19 November 2022
This weather is not doing things by half, I’ll give it that. We went from the longest growing season on record — 181 days, theoretically long enough to grow even protracted growing season veg like okra — with the official first frost date ringing in at 28 October, to… well, there’s a single digit forecast for this weekend. Both tonight and tomorrow will certainly flirt with temperatures very near 0°F.
This is not completely unheard of for Thanksgiving week. In fact, in the not too distant past, it was unusual to be unable to drive your sled on the frozen river to grandmother’s house for Thanksgiving dinner… hence the song… Native plants are generally ready for this sort of thing as we push toward the solstice, and I’ve tried to prepare my garden of foreigners as best as I can. I’ve got row cover and thick mulch on anything that might be killed at those temperatures. However, with the recent warmth, there are still green leaves on the roses and apple trees, and there isn’t the insulating blanket of snow that is usual when deep winter temperatures hit. So there is reason to be nervous.
But there are always reasons to be nervous about the garden. You have to choose your worries if you’re going to be a gardener with even half a shot at a functioning liver in old age. I think I’m going to ignore this one. Because I have planned and really done the best I can do. This is where we have to hope that other beings are in the game as well, planning and adapting to the changing environment. And to all appearances this is true.

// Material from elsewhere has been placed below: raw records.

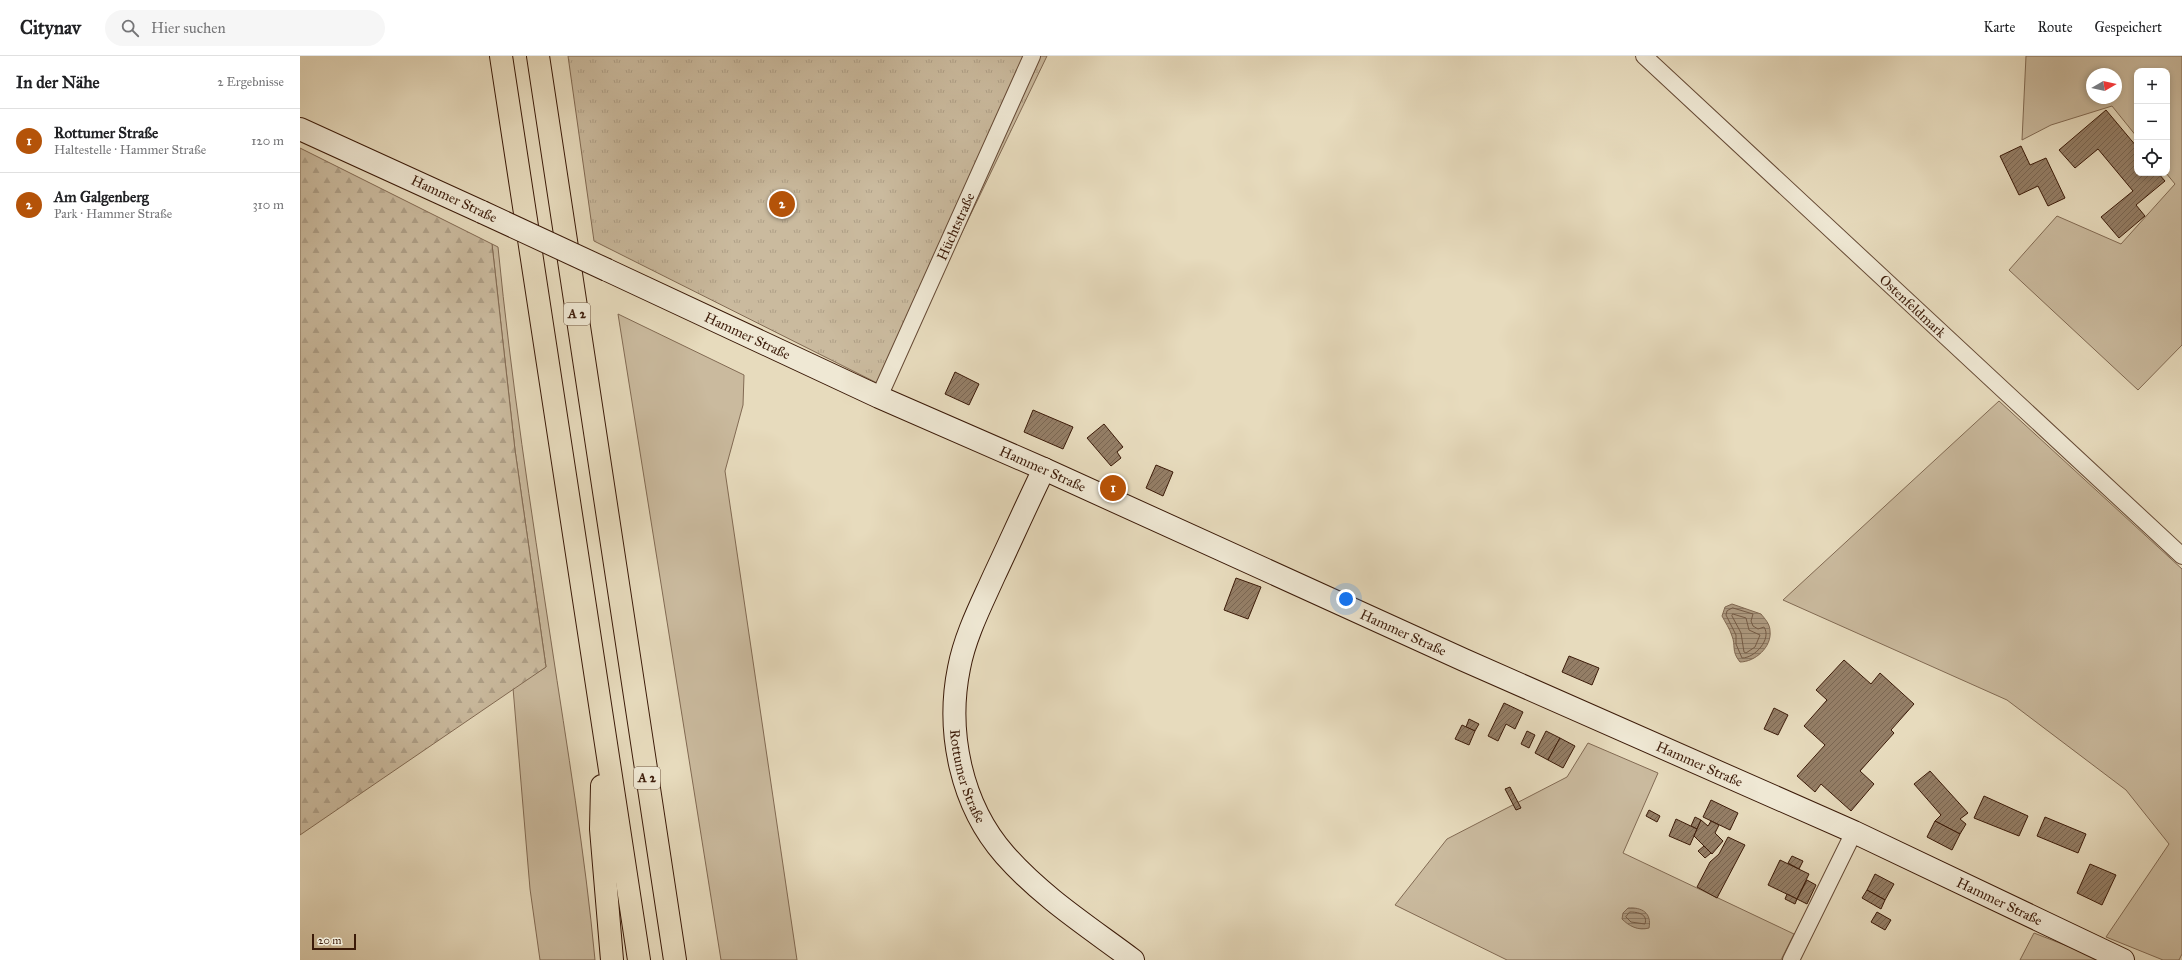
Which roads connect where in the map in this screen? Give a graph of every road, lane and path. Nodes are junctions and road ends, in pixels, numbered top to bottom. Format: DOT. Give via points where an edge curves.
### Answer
graph roads {
  1 [pos="501,56"];
  2 [pos="538,56"];
  3 [pos="1032,56"];
  4 [pos="1644,56"];
  5 [pos="300,129"];
  6 [pos="879,397"];
  7 [pos="1044,469"];
  8 [pos="2182,556"];
  9 [pos="602,722"];
  10 [pos="1854,832"];
  11 [pos="675,957"];
  12 [pos="612,960"];
  13 [pos="639,960"];
  14 [pos="1133,960"];
  15 [pos="1791,960"];
  16 [pos="2123,960"];
  1 -- 9 [label="highway"];
  2 -- 11 [label="highway, A 2"];
  3 -- 6 [label="street, Hüchtstraße"];
  4 -- 8 [label="street, Ostenfeldmark"];
  5 -- 6 [label="main road, Hammer Straße, bridge"];
  6 -- 7 [label="main road, Hammer Straße"];
  7 -- 10 [label="main road, Hammer Straße" via="1464,660"];
  7 -- 14 [label="main road, Rottumer Straße" via="975,617 959,666 954,697 955,733 961,769 971,801 1004,854 1049,897"];
  9 -- 12 [label="highway" via="601,829"];
  9 -- 13 [label="highway"];
  10 -- 15 [label="street"];
  10 -- 16 [label="main road, Hammer Straße"];
}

For example… I’m growing healthy lavender in Vermont… I still don’t actually know how. Lavender is hardy down to -20°F (-30°C). It’s been colder than that many times since I put lavender in this garden (thinking it would mostly be an annual). There was a string of days in late January where the highs didn’t climb above that temperature. It also didn’t get too much colder than that because it was very cloudy and therefore insulated overnight. Still, the lavender should have been extremely put out, if not dead… but it’s doing pretty good here, sending up dozens of flowering stems this summer and spreading rooted stems out into the perennial beds. I just put the plants in the ground last year; they’ve not had that much time to settle in and figure out the weather. Yet they seemingly have. Somehow.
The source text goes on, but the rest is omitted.